Kaye was still performing in New York when Goldwyn called the star’s wife into his office to announce that he had a test of the actress he had settled on for the picture. “She’s just great. Wait till you see her,” he said, full of enthusiasm, inviting Sylvia Fine to what he called his “projecting room.” Moments later, she sat looking at a pretty blonde, with big blue eyes slightly close together—rather like Frances Goldwyn’s. “Oh my God,” Mrs. Kaye said to herself. “That’s the girl who worked with ‘Pansy the Horse’!”

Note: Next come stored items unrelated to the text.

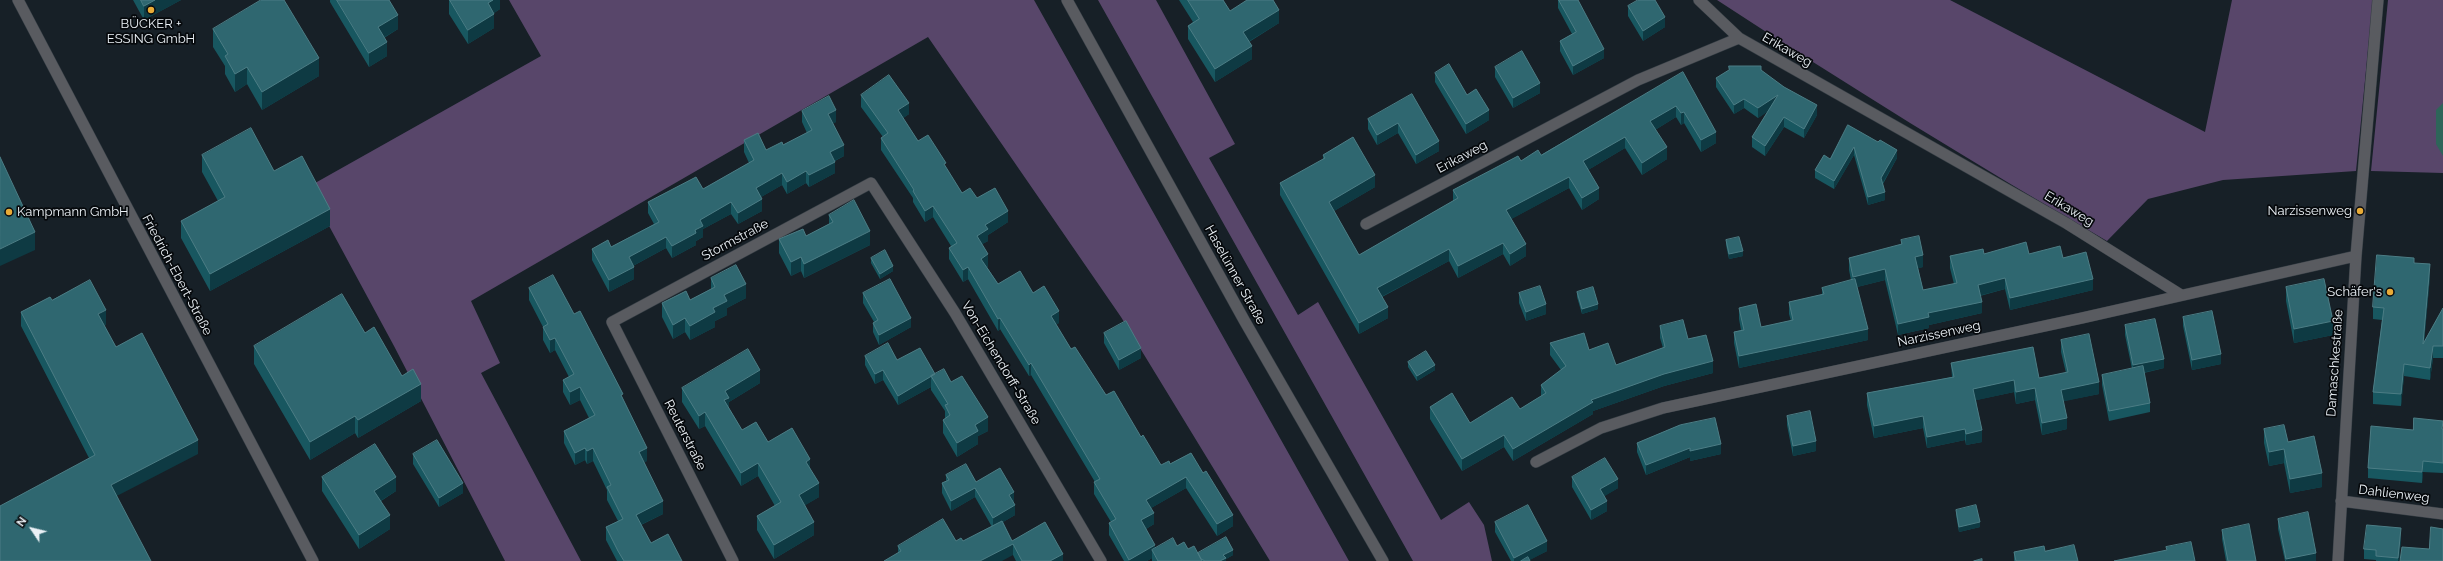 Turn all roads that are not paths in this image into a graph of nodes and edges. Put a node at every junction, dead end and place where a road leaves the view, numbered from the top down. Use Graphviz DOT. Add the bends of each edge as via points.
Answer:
graph roads {
  1 [pos="18,0"];
  2 [pos="1066,0"];
  3 [pos="1699,0"];
  4 [pos="2378,0"];
  5 [pos="1739,38"];
  6 [pos="871,183"];
  7 [pos="1366,224"];
  8 [pos="2356,256"];
  9 [pos="2181,294"];
  10 [pos="612,322"];
  11 [pos="1536,462"];
  12 [pos="2341,501"];
  13 [pos="2443,514"];
  14 [pos="313,561"];
  15 [pos="733,561"];
  16 [pos="1101,561"];
  17 [pos="1383,561"];
  18 [pos="2338,561"];
  1 -- 14 [label="street, Friedrich-Ebert-Straße"];
  2 -- 17 [label="street, Haselünner Straße" via="1244,320"];
  3 -- 5 [label="street"];
  4 -- 8 [label="street, Damaschkestraße"];
  5 -- 7 [label="street, Erikaweg" via="1638,80"];
  5 -- 9 [label="street, Erikaweg" via="2066,223"];
  6 -- 10 [label="street, Stormstraße"];
  6 -- 16 [label="street, Von-Eichendorff-Straße" via="955,313"];
  8 -- 9 [label="street, Narzissenweg"];
  8 -- 12 [label="street, Damaschkestraße"];
  9 -- 11 [label="street, Narzissenweg" via="2082,318 1663,408 1601,428"];
  10 -- 15 [label="street, Reuterstraße"];
  12 -- 13 [label="street, Dahlienweg"];
  12 -- 18 [label="street, Damaschkestraße"];
} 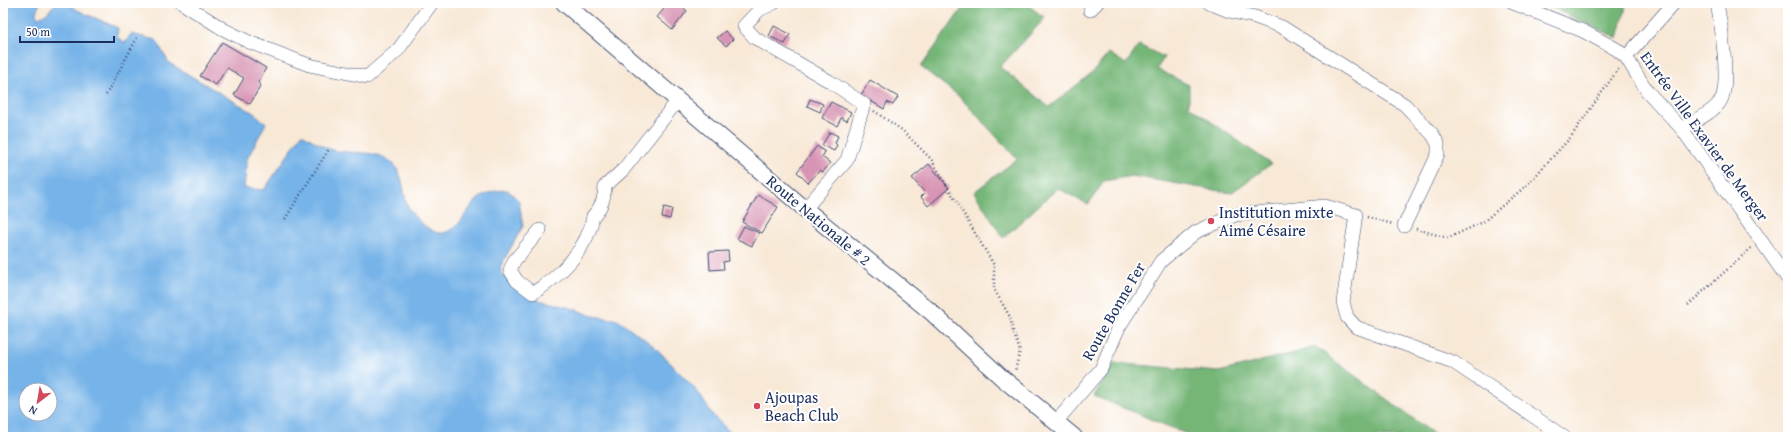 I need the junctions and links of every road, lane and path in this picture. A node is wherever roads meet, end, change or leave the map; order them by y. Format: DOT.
graph roads {
  1 [pos="182,3"];
  2 [pos="432,3"];
  3 [pos="564,3"];
  4 [pos="774,3"];
  5 [pos="1209,3"];
  6 [pos="1513,3"];
  7 [pos="1674,3"];
  8 [pos="1717,3"];
  9 [pos="138,36"];
  10 [pos="1626,57"];
  11 [pos="106,95"];
  12 [pos="678,100"];
  13 [pos="864,104"];
  14 [pos="1682,129"];
  15 [pos="329,149"];
  16 [pos="805,210"];
  17 [pos="1356,214"];
  18 [pos="285,219"];
  19 [pos="1404,226"];
  20 [pos="540,230"];
  21 [pos="1760,240"];
  22 [pos="1788,279"];
  23 [pos="1688,305"];
  24 [pos="1011,385"];
  25 [pos="1056,422"];
  26 [pos="1398,433"];
  27 [pos="1074,437"];
  28 [pos="1407,437"];
  29 [pos="1564,437"];
  1 -- 2 [label="street"];
  3 -- 12 [label="main road, Route Nationale # 2"];
  4 -- 13 [label="street"];
  5 -- 19 [label="street"];
  6 -- 10 [label="street, Entrée Ville Exavier de Merger"];
  7 -- 10 [label="street"];
  8 -- 14 [label="street"];
  9 -- 11 [label="path"];
  10 -- 14 [label="street, Entrée Ville Exavier de Merger"];
  10 -- 19 [label="path"];
  12 -- 16 [label="main road, Route Nationale # 2"];
  12 -- 20 [label="street"];
  13 -- 16 [label="street"];
  13 -- 24 [label="path"];
  14 -- 21 [label="street, Entrée Ville Exavier de Merger"];
  15 -- 18 [label="path"];
  16 -- 24 [label="main road, Route Nationale # 2"];
  17 -- 19 [label="path"];
  17 -- 25 [label="street, Route Bonne Fer"];
  17 -- 29 [label="street"];
  21 -- 22 [label="street, Entrée Ville Exavier de Merger"];
  21 -- 23 [label="path"];
  24 -- 25 [label="main road, Route Nationale # 2"];
  25 -- 27 [label="main road, Route Nationale # 2"];
  26 -- 28 [label="path"];
}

Mrs. Astor’s Pet Horse was a revue Billy Rose produced at his Diamond Horseshoe in New York. One night in late 1942, he invited the Goldwyns and Mrs. John Hertz to visit his nightclub, where he pointed out the girl in the “Pansy” act—two comedians in a horse costume who joked, sang, and danced with the curvy straight woman. Her name was Virginia Jones, but she borrowed her brother-in-law’s surname—Mayo. Lelia Alexander, the Goldwyn studio researcher, was convinced that her boss’s entire sense of beauty had sprung from “a poor little boy’s dream of a fairy tale princess.” Nobody personified that image more than Virginia Mayo. Within a moment of her leaving the stage, Goldwyn asked Billy Rose if he would object to the girl’s going to Hollywood. So long as she completed the run of the show, Rose said he was happy to have been part of her discovery. She signed a seven-year contract.

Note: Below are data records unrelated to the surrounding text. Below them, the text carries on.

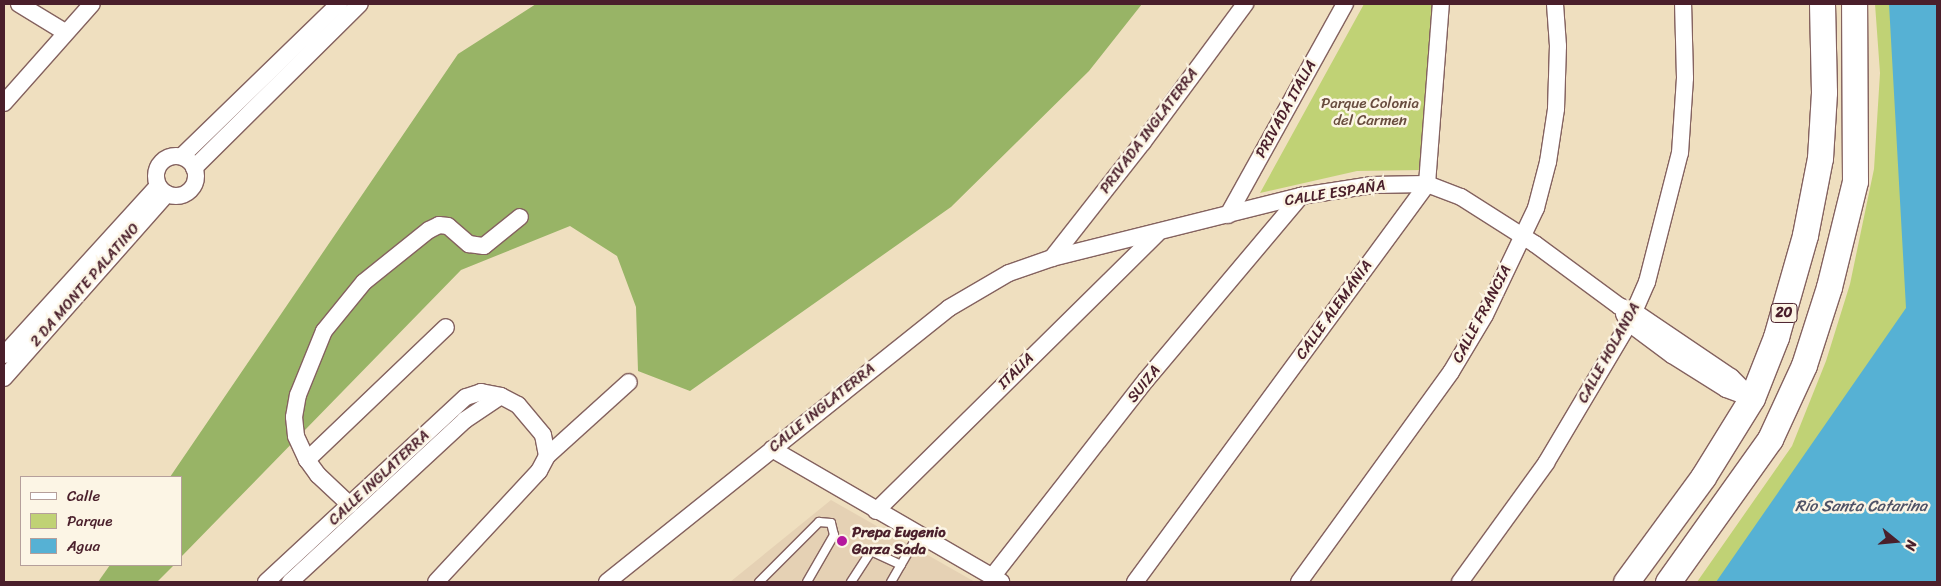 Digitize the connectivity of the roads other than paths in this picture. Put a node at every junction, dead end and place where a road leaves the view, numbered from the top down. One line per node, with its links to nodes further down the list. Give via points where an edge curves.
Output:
1 (19, 4): 12 (street)
2 (92, 4): 12 (street)
3 (339, 4): 14 (street)
4 (360, 4): 15 (street)
5 (1245, 4): 23 (street, PRIVADA INGLATERRA)
6 (1345, 4): 19 (street, PRIVADA ITALIA)
7 (1441, 4): 16 (street)
8 (1555, 4): 22 (street, CALLE FRANCIA, via 1558,46 1556,109 1548,162 1536,208)
9 (1683, 4): 24 (street, CALLE HOLANDA, via 1685,78 1680,153 1658,246)
10 (1822, 4): 31 (main road, 20, via 1824,92 1815,188 1792,289)
11 (1854, 4): 29 (main road, 20, via 1855,180 1829,287)
12 (65, 32): 13 (street)
13 (4, 103)
14 (182, 156): 15 (street); 17 (street, via 173,156 162,162 156,174)
15 (194, 168): 17 (street, via 195,180 190,190 178,196)
16 (1427, 184): 18 (street, CALLE ESPAÑA, via 1372,185); 22 (street, CALLE ESPAÑA, via 1462,197); 49 (street, CALLE ALEMÁNIA)
17 (162, 190): 26 (street, 2 DA MONTE PALATINO); 27 (street, 2 DA MONTE PALATINO)
18 (1301, 196): 19 (street, CALLE ESPAÑA); 40 (street, SUIZA, via 1146,380)
19 (1228, 215): 21 (street, CALLE ESPAÑA)
20 (520, 217): 35 (street, via 484,246 469,244 448,226 439,225 429,230 383,265 339,309 313,354 298,395 294,417 296,436)
21 (1158, 232): 23 (street, CALLE ESPAÑA); 37 (street, ITALIA)
22 (1522, 236): 24 (street, CALLE ESPAÑA); 50 (street, CALLE FRANCIA, via 1485,315 1451,372)
23 (1052, 258): 33 (street, CALLE INGLATERRA, via 1010,273 949,308)
24 (1632, 318): 31 (street, CALLE ESPAÑA, via 1731,377); 51 (street, CALLE HOLANDA, via 1546,463)
25 (446, 327): 35 (street)
26 (4, 354)
27 (4, 378)
28 (629, 382): 34 (street)
29 (1792, 392): 31 (main road); 32 (main road, 20)
30 (501, 396): 34 (street, CALLE INGLATERRA, via 518,405 543,435); 36 (street, CALLE INGLATERRA, via 481,392 466,397); 42 (street, CALLE INGLATERRA, via 465,420)
31 (1752, 398): 32 (main road); 52 (main road, 20, via 1703,477)
32 (1770, 439): 53 (main road, 20)
33 (772, 449): 37 (street); 44 (street, CALLE INGLATERRA)
34 (547, 456): 43 (street, via 539,472)
35 (306, 460): 36 (street)
36 (350, 505): 41 (street, CALLE INGLATERRA)
37 (876, 512): 38 (street)
38 (918, 535): 39 (lane); 40 (street)
39 (901, 566): 47 (lane, via 871,551); 48 (lane)
40 (996, 580)
41 (266, 582)
42 (290, 582)
43 (436, 582)
44 (607, 582)
45 (759, 582): 46 (lane, via 819,522 831,523 834,535)
46 (807, 582)
47 (851, 582)
48 (891, 582)
49 (1135, 582)
50 (1299, 582)
51 (1460, 582)
52 (1626, 582)
53 (1668, 582)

For all her natural beauty and ability to sing and dance, Samuel Goldwyn saw in Virginia Mayo only the next in a long line of women he hoped to mold into his first female star. He provided her with acting lessons, voice lessons, speech lessons, and dance lessons. Twice a week, Hollywood’s leading “charm coach,” Eleanore King, instructed her in posture and appearance. A nutritionist put her on a diet. A masseuse “contoured” her face after Miss King pronounced Virginia Mayo’s cheeks “too fat for screen work.” Goldwyn himself called her every night at nine o‘clock, inquiring if she was keeping up with her lessons and if she had brushed her hair one hundred strokes.

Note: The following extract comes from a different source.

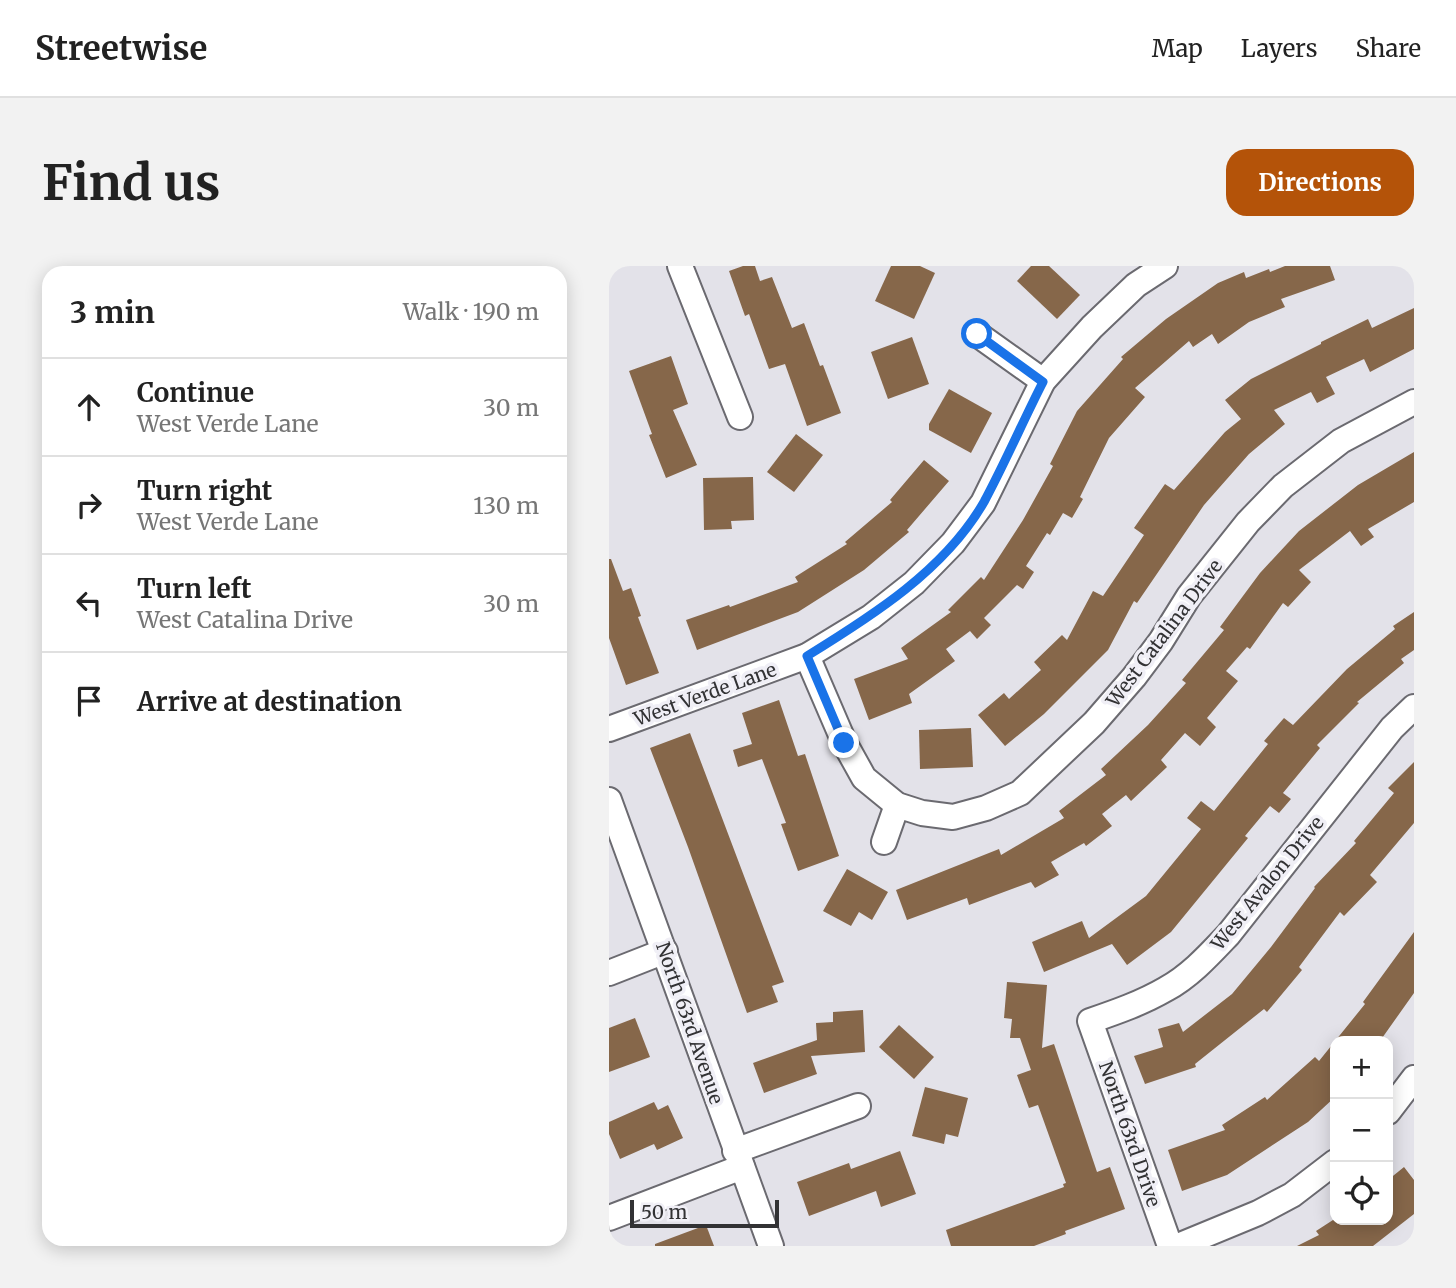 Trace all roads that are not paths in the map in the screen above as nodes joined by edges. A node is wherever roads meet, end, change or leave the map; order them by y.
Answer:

After six months of this regimen, Virginia Mayo had improved in every department. But one problem remained. Every time a motion picture camera turned her way, she froze. The experience of each test warmed her up a little; but as Sylvia Fine Kaye watched her latest tests, she could only think of “that poor girl talking to two guys in a horse costume.” She knew her husband would never stand for it and said everything she could to dissuade Goldwyn from hiring her for the lead in Up in Arms.
Goldwyn cast Constance Dowling and Dinah Shore as the two WACs in Up in Arms. Dana Andrews played the best friend. Like all the Goldwyn leading men before him, he realized, five years into his contract, that the only worthwhile jobs he was picking up were off the lot; Fox would give him his first important role in the 1944 film Laura. Virginia Mayo was sent down to the chorus, becoming one of the thirty-six new Goldwyn Girls.
Another producer might very well have sent her back to New York, especially in those days when the images of the nation’s sex goddesses were changing radically. As men in films assumed a new wartime virility, their female counterparts matched them in femininity. Virginia Mayo was a definite throwback to the former beauty queens, pretty tame alongside such new screen sirens as Lana Turner, Hedy Lamarr, Ava Gardner, Veronica Lake, and Lauren Bacall—who had recently flunked a screen test for Sam Goldwyn.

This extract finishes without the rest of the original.